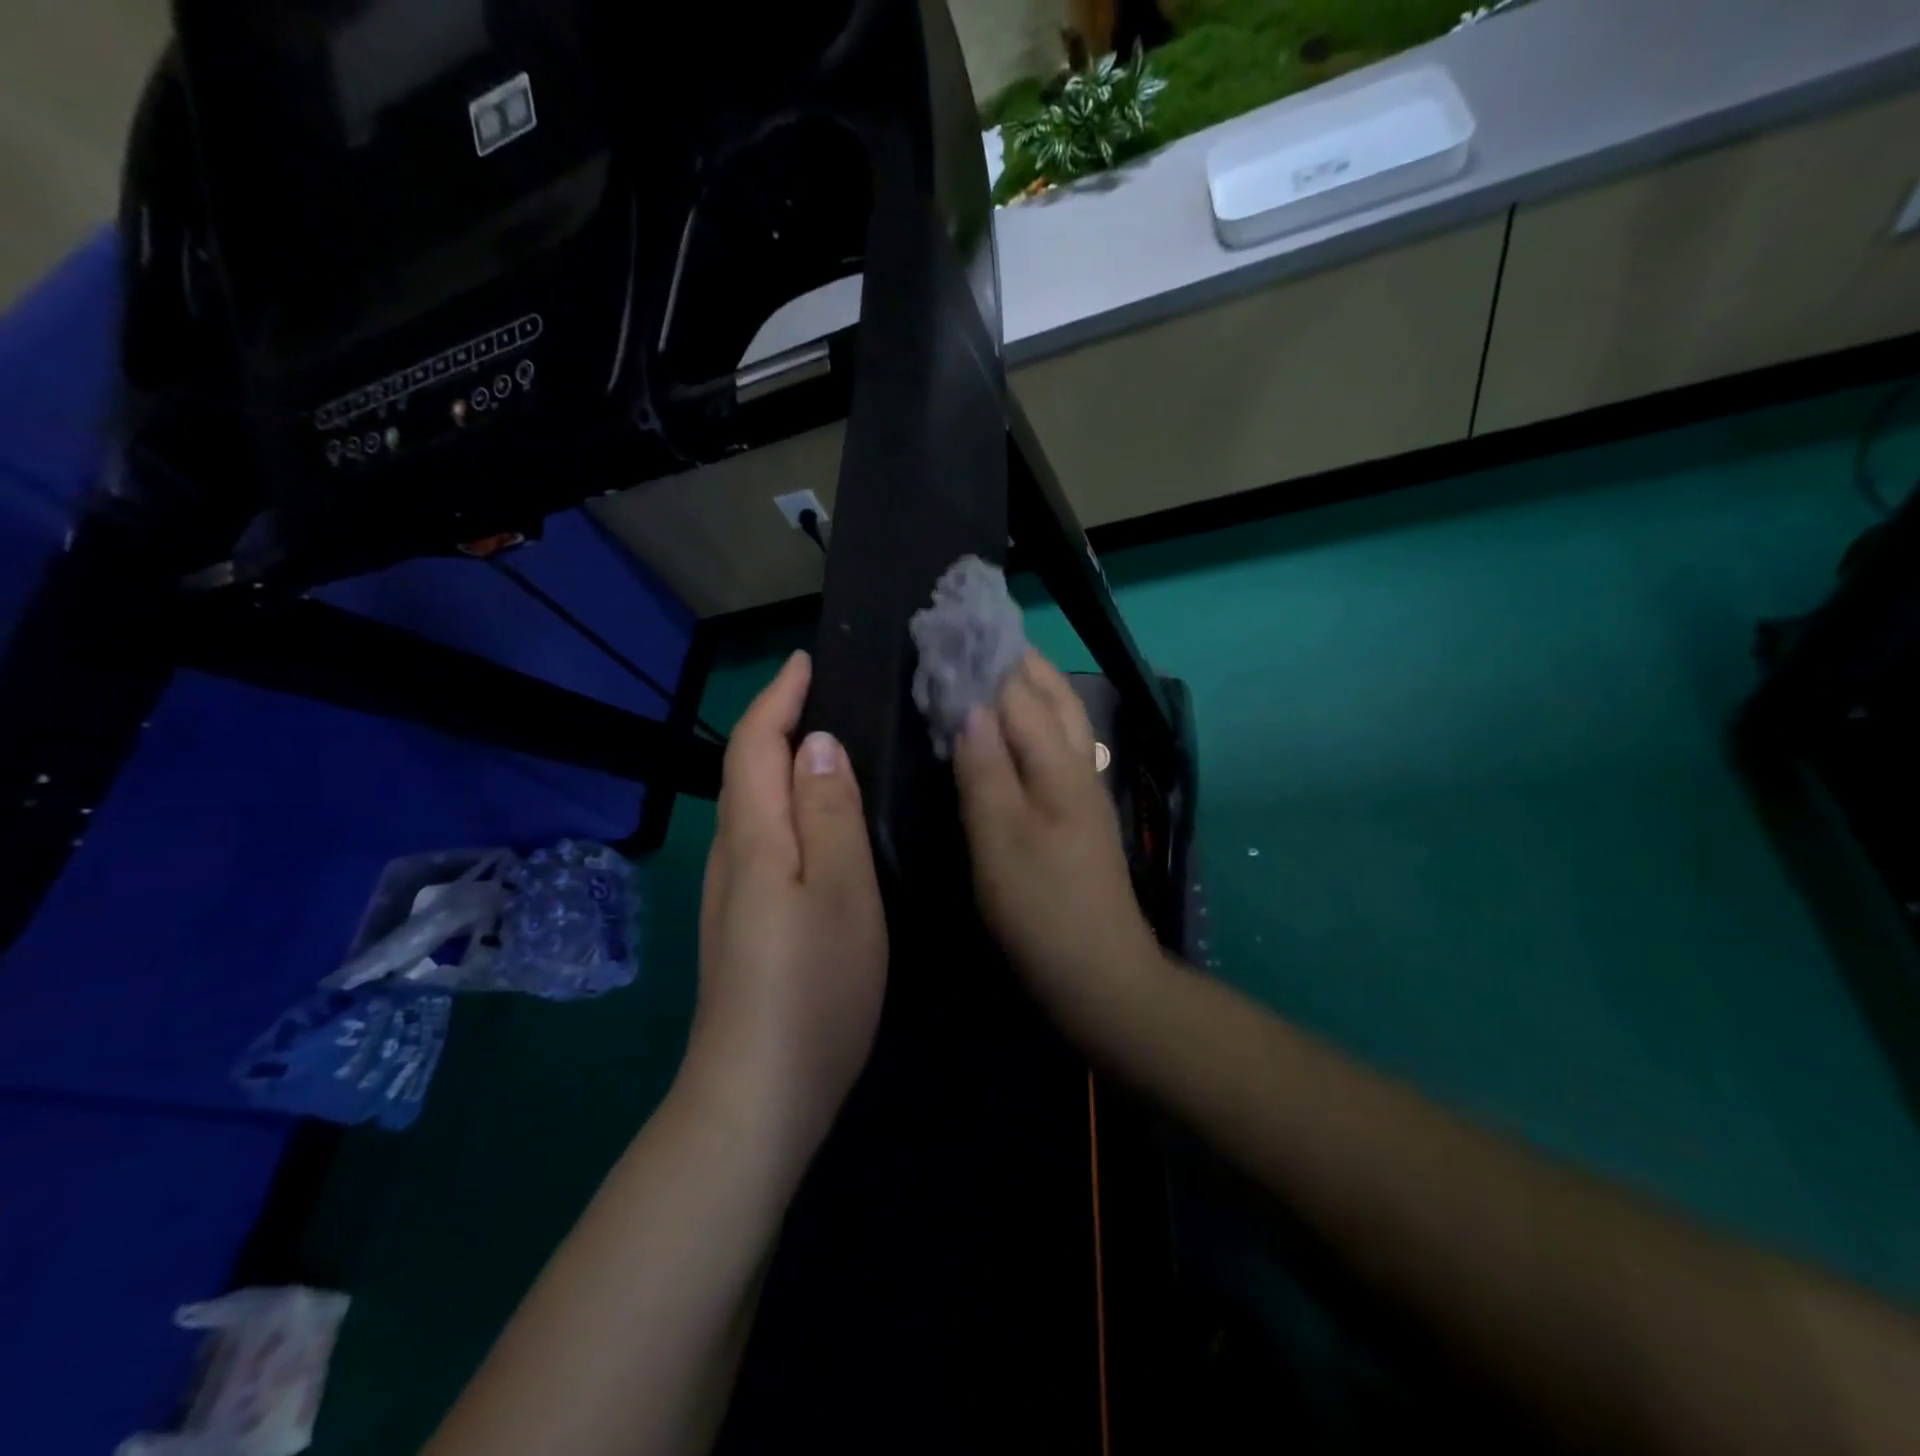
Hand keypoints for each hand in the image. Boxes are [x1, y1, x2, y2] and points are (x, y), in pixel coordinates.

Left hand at [685, 650, 886, 1171]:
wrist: (757, 1096)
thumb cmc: (812, 987)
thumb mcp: (840, 890)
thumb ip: (829, 812)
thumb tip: (817, 743)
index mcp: (755, 837)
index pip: (756, 745)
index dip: (777, 698)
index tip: (805, 661)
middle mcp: (733, 856)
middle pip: (748, 772)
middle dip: (778, 723)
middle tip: (827, 696)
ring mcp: (732, 895)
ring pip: (755, 808)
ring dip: (782, 765)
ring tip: (831, 748)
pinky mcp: (743, 925)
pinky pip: (764, 841)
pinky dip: (788, 809)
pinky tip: (819, 826)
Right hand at [953, 650, 1160, 1024]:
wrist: (1100, 973)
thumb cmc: (1042, 907)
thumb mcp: (1000, 837)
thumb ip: (985, 768)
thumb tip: (971, 704)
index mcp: (1057, 762)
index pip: (1019, 690)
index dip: (987, 656)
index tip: (954, 623)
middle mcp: (1078, 763)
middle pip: (1051, 693)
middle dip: (1016, 659)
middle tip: (974, 635)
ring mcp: (1083, 788)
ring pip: (1061, 717)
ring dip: (1030, 685)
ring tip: (992, 667)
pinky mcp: (1079, 812)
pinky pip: (1056, 745)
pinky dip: (1033, 720)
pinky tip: (1014, 729)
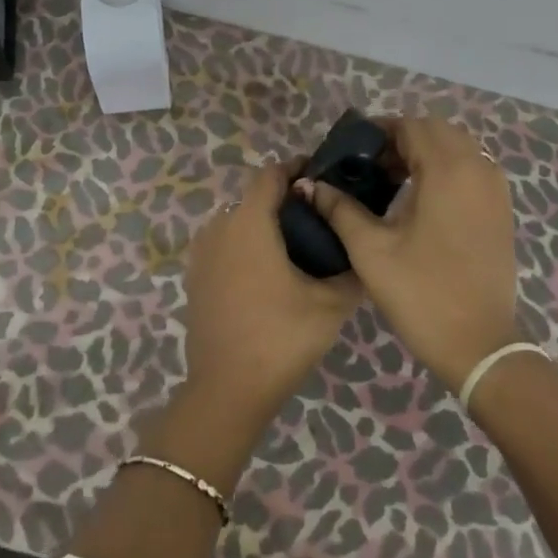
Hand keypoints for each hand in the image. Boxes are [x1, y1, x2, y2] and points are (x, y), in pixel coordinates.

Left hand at [182, 163, 361, 433]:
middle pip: (254, 197)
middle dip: (285, 200)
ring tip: (298, 247)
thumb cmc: (280, 336)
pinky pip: (224, 246)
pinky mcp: (194, 277)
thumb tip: (363, 252)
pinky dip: (246, 247)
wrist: (227, 389)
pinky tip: (269, 274)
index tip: (323, 176)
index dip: (297, 168)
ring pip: (237, 222)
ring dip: (264, 224)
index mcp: (249, 221)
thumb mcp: (330, 304)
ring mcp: (201, 253)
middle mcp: (220, 226)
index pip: (271, 173)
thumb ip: (351, 270)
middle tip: (320, 218)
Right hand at [302, 115, 519, 391]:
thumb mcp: (371, 250)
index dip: (379, 131)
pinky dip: (447, 169)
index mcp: (447, 171)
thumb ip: (340, 209)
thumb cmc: (422, 294)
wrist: (480, 347)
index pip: (412, 126)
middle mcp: (477, 169)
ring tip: (392, 181)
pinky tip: (421, 198)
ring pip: (458, 147)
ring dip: (426, 152)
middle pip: (437, 131)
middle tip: (370, 166)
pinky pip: (473, 169)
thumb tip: (309, 184)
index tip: (352, 151)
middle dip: (402, 139)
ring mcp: (495, 190)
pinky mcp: (502, 210)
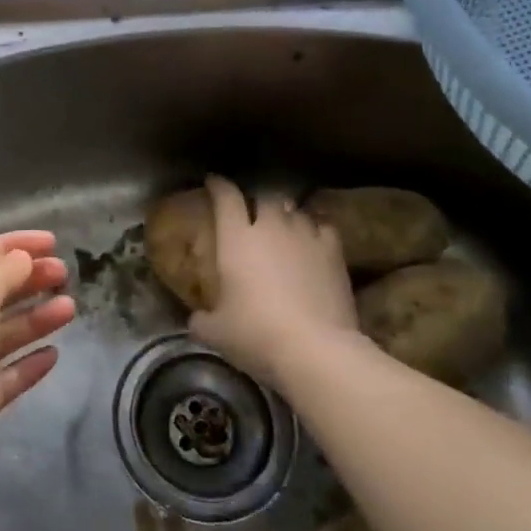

== == ==

▸ What you are asked to do
Pull out every line holding "hand" from the records above, and copy it.

▸ The completed task
Hand keypoints for each hand in the image. Boxes are [x1, y1, x2, y2] and points are (x, y), in pixel coordinates.
Left hand at [685, 650, 886, 1171]:
Right hand at [953, 650, 1160, 1024]:
Hand keypoints for each hand in the image. Boxes are [x1, y1, x2, y2] and points are (x, y), in pixel coordinates.
Left hand at [182, 163, 361, 433]:
Right hand at [302, 115, 519, 391]:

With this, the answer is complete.